The Grammy Awards ceremonies resemble all-star games in sports: they assemble dream teams.
Individual performers are plucked from familiar groups and settings and genres. They are recombined in unfamiliar, sometimes unexpected ways, at least for a moment of performance.
These are experiments. Some disappoint. Some fail. Some are magical. A few can be historic.
The 2014 Grammy ceremonies were marked by new heights of creative collaboration.
Daft Punk’s “robot men” won best album honors, as well as best single for their smash hit, “Get Lucky.”
It’s fitting that this memorable new track appeared in a video series, “The Collaborators.”
Collaborator-in-Chief Paul McCartney
Sir Paul McCartney received a well-earned lifetime achievement award for his extraordinary contributions spanning more than half a century.
It was, actually, his second lifetime achievement Grammy. The first was for his solo work. This one was for his work within the Beatles.
That’s fitting, because one of McCartney’s evident gifts is his capacity to collaborate. Examples include:
—his collaboration with John Lennon, and with George Harrison and Ringo Starr. Analyzed closely, these can be seen as a series of distinct collaborations, in various combinations.
—the Beatles’ collaboration with producer George Martin. Martin’s improbable possession of experience and knowledge of classical music and popular culture added immense value, along with his own capacity to collaborate with the Beatles.
—the Beatles constantly imported a range of influences into their own music. From the Isley Brothers to Little Richard to Elvis Presley to Buddy Holly to the Beach Boys to Bob Dylan, the list goes on and on. The Beatles’ debt to Motown is acknowledged and foundational. So, too, Motown’s debt to the Beatles is significant. It’s fitting in so many ways that Motown: The Musical is the sponsor of the major 50th commemorative event of the Beatles’ American debut on the Ed Sullivan Show.
—the Beatles were strikingly generous in collaborating with other groups. Examples include songs shared with other performers, such as Peter & Gordon, the Rolling Stones, Badfinger, and Mary Hopkin.
—the Beatles strove to break the boundaries separating various artistic endeavors. They embraced film in A Hard Day’s Night and Help! They were pioneers in the evolution of music videos. They individually experimented in related areas during the period of the group’s greatest productivity. Examples include John Lennon’s appearance in How I Won the War, and his book of word play, In His Own Write. George Harrison sought to bring in Indian influences. Paul McCartney was inspired by Magritte to conceive the Apple brand.

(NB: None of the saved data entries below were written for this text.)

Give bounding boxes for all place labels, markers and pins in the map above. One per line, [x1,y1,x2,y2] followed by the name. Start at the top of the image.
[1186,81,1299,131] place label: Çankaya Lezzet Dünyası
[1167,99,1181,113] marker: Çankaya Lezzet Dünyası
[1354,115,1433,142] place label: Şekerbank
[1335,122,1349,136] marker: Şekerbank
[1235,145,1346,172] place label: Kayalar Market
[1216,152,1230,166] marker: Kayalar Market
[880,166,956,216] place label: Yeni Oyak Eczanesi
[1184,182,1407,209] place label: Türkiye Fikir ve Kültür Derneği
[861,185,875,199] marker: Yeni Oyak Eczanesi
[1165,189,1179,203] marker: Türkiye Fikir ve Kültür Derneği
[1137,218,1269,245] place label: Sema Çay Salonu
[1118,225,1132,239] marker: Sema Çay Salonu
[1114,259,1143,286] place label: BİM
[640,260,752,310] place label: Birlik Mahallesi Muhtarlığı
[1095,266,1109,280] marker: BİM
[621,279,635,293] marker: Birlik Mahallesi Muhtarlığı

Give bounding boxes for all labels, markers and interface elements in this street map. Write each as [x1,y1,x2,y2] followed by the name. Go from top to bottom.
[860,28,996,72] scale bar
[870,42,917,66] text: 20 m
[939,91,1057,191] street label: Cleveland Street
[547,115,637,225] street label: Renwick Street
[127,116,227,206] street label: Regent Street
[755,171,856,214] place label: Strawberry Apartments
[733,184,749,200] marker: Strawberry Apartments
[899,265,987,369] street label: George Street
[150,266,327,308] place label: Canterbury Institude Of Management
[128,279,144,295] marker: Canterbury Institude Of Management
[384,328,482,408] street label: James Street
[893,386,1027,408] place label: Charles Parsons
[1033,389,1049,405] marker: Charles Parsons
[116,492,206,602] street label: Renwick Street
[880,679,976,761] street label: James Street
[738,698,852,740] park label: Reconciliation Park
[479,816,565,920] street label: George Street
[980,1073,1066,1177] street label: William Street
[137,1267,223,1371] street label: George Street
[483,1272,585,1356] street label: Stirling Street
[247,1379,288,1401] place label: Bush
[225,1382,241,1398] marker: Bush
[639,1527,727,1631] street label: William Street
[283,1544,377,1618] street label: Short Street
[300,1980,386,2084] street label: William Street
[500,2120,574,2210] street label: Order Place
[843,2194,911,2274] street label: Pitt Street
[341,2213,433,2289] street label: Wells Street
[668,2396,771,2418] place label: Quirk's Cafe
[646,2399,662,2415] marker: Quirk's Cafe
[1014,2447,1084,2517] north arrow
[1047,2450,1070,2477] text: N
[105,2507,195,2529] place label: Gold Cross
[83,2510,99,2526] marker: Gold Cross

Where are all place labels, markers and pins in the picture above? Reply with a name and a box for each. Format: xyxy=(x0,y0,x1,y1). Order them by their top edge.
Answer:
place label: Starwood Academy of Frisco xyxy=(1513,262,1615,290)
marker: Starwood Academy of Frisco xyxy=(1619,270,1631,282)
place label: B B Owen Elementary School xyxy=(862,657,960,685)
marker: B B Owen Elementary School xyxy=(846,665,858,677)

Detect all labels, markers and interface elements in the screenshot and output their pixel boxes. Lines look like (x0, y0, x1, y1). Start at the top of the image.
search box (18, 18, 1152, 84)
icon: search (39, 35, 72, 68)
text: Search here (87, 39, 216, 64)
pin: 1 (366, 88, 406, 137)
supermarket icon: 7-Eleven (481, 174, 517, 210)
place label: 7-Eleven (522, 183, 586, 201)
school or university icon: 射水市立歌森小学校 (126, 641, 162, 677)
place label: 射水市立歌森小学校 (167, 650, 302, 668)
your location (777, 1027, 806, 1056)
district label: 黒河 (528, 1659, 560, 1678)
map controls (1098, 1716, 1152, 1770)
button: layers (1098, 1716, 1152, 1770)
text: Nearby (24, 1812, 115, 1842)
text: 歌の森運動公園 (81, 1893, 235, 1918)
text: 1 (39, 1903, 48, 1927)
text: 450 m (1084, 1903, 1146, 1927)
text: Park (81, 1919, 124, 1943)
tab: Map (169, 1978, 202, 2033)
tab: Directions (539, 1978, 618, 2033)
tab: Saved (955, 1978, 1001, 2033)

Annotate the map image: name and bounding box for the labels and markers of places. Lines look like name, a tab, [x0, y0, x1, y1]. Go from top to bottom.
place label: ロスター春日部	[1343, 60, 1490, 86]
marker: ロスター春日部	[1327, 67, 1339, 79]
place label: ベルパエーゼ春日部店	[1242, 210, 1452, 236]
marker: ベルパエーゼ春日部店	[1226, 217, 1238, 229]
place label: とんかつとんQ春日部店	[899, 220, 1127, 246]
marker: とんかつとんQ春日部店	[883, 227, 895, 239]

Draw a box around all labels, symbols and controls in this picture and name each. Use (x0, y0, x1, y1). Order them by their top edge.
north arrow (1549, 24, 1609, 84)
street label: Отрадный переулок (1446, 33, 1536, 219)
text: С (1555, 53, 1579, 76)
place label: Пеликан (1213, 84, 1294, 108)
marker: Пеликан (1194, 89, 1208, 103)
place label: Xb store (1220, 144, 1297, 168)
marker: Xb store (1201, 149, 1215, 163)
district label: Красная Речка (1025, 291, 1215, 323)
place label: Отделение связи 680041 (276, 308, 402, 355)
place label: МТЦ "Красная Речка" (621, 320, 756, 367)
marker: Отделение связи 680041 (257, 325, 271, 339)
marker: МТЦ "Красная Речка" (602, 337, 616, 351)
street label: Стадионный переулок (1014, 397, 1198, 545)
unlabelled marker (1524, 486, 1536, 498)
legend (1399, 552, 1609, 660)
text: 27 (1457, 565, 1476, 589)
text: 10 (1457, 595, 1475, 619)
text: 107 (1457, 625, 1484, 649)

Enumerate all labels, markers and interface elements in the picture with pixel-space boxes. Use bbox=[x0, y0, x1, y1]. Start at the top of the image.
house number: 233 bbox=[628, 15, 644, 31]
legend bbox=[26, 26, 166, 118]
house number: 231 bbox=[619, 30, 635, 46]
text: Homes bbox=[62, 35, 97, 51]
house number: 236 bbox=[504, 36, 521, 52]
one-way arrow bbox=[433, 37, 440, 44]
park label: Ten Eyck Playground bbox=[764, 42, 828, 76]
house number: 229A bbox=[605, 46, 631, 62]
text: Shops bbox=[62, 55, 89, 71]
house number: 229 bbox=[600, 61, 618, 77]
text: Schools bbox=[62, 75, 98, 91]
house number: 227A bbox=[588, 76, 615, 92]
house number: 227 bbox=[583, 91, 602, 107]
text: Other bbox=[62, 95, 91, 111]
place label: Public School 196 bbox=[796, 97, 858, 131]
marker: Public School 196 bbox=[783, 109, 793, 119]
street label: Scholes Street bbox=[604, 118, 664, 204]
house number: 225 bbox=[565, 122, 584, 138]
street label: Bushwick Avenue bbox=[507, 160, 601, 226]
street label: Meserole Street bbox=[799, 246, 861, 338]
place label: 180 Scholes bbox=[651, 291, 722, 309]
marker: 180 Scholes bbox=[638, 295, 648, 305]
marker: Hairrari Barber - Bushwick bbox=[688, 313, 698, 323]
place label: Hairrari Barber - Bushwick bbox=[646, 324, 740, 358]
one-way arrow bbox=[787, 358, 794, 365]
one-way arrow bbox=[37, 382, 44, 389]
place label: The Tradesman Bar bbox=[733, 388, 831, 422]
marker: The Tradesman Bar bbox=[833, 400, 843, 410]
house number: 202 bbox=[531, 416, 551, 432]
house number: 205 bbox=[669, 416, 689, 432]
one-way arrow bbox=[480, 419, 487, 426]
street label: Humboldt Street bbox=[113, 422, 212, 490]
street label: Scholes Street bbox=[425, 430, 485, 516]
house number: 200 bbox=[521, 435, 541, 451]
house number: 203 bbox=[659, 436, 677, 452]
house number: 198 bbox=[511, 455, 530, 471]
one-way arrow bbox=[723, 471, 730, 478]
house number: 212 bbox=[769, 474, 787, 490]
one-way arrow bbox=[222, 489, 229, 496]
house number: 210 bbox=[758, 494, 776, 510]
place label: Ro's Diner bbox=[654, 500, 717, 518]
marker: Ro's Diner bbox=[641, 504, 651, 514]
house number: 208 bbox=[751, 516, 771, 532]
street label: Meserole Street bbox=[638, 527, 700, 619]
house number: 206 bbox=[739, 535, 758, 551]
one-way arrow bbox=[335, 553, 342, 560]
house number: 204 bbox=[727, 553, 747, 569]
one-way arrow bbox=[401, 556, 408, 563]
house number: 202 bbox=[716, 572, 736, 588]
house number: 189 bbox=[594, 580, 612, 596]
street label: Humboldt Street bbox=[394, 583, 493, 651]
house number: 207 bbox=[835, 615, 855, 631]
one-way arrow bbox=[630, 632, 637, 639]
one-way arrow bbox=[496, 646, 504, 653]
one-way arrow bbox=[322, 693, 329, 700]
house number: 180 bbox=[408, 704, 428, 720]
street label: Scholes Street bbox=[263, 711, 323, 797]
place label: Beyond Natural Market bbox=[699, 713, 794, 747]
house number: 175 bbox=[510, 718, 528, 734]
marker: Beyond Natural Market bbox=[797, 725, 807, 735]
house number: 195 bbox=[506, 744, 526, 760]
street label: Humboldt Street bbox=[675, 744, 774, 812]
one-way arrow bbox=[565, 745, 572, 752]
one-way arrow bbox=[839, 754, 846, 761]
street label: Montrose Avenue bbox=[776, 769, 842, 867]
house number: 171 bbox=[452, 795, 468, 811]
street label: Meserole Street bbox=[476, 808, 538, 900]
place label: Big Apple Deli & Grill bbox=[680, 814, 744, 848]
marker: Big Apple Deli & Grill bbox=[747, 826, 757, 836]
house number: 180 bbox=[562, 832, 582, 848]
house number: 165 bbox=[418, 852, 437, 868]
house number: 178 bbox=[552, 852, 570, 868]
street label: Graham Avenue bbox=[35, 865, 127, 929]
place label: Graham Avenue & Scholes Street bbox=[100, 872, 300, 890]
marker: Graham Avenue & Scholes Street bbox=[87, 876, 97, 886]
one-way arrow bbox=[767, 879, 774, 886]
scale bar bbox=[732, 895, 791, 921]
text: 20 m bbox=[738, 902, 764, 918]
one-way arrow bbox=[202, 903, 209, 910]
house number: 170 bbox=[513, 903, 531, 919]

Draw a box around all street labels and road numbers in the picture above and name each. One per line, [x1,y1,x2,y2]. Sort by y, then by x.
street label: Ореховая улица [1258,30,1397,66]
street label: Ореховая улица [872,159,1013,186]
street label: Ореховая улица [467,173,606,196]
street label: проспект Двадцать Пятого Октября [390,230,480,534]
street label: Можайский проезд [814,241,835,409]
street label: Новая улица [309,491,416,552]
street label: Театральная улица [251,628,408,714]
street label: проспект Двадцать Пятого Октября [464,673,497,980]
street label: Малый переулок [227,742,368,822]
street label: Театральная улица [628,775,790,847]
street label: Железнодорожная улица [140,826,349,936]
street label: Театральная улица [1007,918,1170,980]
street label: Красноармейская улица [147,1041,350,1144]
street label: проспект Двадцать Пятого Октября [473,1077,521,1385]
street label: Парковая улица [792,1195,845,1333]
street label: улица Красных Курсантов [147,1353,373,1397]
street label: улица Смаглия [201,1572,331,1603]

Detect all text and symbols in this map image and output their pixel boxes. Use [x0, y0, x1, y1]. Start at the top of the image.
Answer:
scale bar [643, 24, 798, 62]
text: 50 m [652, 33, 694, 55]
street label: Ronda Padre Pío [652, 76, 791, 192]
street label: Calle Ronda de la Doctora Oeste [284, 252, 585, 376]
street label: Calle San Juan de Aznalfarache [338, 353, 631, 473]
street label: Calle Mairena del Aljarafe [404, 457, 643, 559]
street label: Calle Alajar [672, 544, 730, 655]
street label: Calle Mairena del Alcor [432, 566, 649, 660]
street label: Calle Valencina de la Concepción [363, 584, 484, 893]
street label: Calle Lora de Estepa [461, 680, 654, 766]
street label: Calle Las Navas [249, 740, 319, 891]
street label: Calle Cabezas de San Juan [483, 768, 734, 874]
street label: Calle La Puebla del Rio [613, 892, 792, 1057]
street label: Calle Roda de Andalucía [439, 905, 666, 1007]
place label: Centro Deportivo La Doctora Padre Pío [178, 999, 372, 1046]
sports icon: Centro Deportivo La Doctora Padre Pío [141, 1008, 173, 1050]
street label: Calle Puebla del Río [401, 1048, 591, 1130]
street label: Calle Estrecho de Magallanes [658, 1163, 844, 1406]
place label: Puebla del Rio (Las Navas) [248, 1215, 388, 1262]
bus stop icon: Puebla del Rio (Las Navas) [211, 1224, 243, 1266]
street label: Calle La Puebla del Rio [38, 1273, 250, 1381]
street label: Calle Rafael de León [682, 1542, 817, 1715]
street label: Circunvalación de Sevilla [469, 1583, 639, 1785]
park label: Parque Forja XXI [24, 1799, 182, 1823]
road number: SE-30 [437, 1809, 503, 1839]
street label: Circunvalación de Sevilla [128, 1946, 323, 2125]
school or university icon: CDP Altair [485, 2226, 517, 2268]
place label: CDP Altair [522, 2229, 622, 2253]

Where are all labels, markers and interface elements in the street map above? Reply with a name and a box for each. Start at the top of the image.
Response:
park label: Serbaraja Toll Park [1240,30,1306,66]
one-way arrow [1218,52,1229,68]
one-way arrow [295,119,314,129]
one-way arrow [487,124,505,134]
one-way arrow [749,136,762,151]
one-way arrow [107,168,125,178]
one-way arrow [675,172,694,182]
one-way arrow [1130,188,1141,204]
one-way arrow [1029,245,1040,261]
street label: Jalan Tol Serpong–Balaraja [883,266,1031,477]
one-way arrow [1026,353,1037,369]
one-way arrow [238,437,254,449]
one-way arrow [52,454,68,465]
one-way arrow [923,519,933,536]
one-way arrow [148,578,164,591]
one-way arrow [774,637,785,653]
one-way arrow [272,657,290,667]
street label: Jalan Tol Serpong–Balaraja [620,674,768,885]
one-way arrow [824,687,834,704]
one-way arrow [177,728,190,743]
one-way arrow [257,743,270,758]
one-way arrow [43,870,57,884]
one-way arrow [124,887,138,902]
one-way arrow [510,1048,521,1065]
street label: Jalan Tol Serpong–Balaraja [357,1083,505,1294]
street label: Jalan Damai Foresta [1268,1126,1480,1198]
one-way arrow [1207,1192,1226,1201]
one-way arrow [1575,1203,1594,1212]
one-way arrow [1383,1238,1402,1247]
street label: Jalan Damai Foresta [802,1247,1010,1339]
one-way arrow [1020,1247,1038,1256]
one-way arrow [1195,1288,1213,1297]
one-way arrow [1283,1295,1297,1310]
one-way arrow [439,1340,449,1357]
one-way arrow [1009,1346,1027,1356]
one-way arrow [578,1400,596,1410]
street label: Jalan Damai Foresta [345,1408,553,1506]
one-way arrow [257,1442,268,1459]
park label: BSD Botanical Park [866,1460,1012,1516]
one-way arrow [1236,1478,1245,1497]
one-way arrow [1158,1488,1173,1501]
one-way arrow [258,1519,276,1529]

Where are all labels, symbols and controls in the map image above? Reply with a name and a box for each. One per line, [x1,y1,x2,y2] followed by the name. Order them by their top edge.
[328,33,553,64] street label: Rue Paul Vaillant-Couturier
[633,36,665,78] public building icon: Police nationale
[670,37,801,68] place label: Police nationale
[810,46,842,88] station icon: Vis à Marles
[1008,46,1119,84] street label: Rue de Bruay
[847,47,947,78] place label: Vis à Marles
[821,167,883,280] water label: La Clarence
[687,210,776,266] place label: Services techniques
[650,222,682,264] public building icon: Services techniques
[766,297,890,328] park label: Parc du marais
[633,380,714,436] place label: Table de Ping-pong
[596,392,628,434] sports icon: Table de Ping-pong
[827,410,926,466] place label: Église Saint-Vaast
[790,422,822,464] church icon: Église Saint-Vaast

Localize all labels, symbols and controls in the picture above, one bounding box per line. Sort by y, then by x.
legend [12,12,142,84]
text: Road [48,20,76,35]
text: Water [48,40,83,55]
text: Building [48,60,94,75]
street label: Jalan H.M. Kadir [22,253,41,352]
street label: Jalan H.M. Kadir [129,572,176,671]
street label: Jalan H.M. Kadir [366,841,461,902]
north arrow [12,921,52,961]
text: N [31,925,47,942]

—they founded Apple, in part to give artistic and financial support to promising and avant-garde artists.
McCartney’s long and winding road of collaboration was honored throughout the 2014 Grammy event. On one side was his performance with the other surviving former member of the Beatles, Ringo Starr. On the other, was his collaboration with Nirvana, yielding a song that earned yet another recognition for composition.
Collaboration and Creation
Everything we see confirms our shared experience: effective individuals and enterprises are parts of ecosystems of achievement and encouragement and competition and sharing and daring.
Such influential ecosystems can be created. It can begin with one’s selection of friends. It can include where one lives. It can include what one views online. It can include what one reads from history. It can include all the influences that one allows into one’s life and work.
As McCartney exemplifies, if one has a growth mindset, one’s quest for collaboration never ends. And the creativity arises anew, on and on and on, an endlessly renewable resource…..
What About You?
In art as in life, creativity is being supercharged in the 21st century by rising opportunities to collaborate with more and more people, at deeper and deeper levels.
Are you collaborating effectively in your life and work?
Have you inventoried with whom and how you collaborate?
Are you taking full advantage of the extraordinary range of opportunities to collaborate in the 21st century?
Are there ways in which your collaborations can be extended into new realms of service?
How can you scale your skills and gifts and calling to better serve more people, through wider and deeper collaboration?
Have you acknowledged your debts of honor to those whose influence has been, in effect, a vital collaboration? This might include people whose work you’ve studied and emulated and incorporated into your work. The Beatles’ acknowledgment of their debts to many other artists has prompted further opportunities for collaboration on an ongoing basis, to this very day.
Are you collaborating with your customers? The further you can serve them, the more they, too, can become collaborators in ever-greater enterprises. That collaboration can open one’s heart and mind to possibilities that no individual could conceivably conjure on their own.
Could it be that effective service is, ultimately, a collaboration?
Is effective collaboration best comprehended as service to others?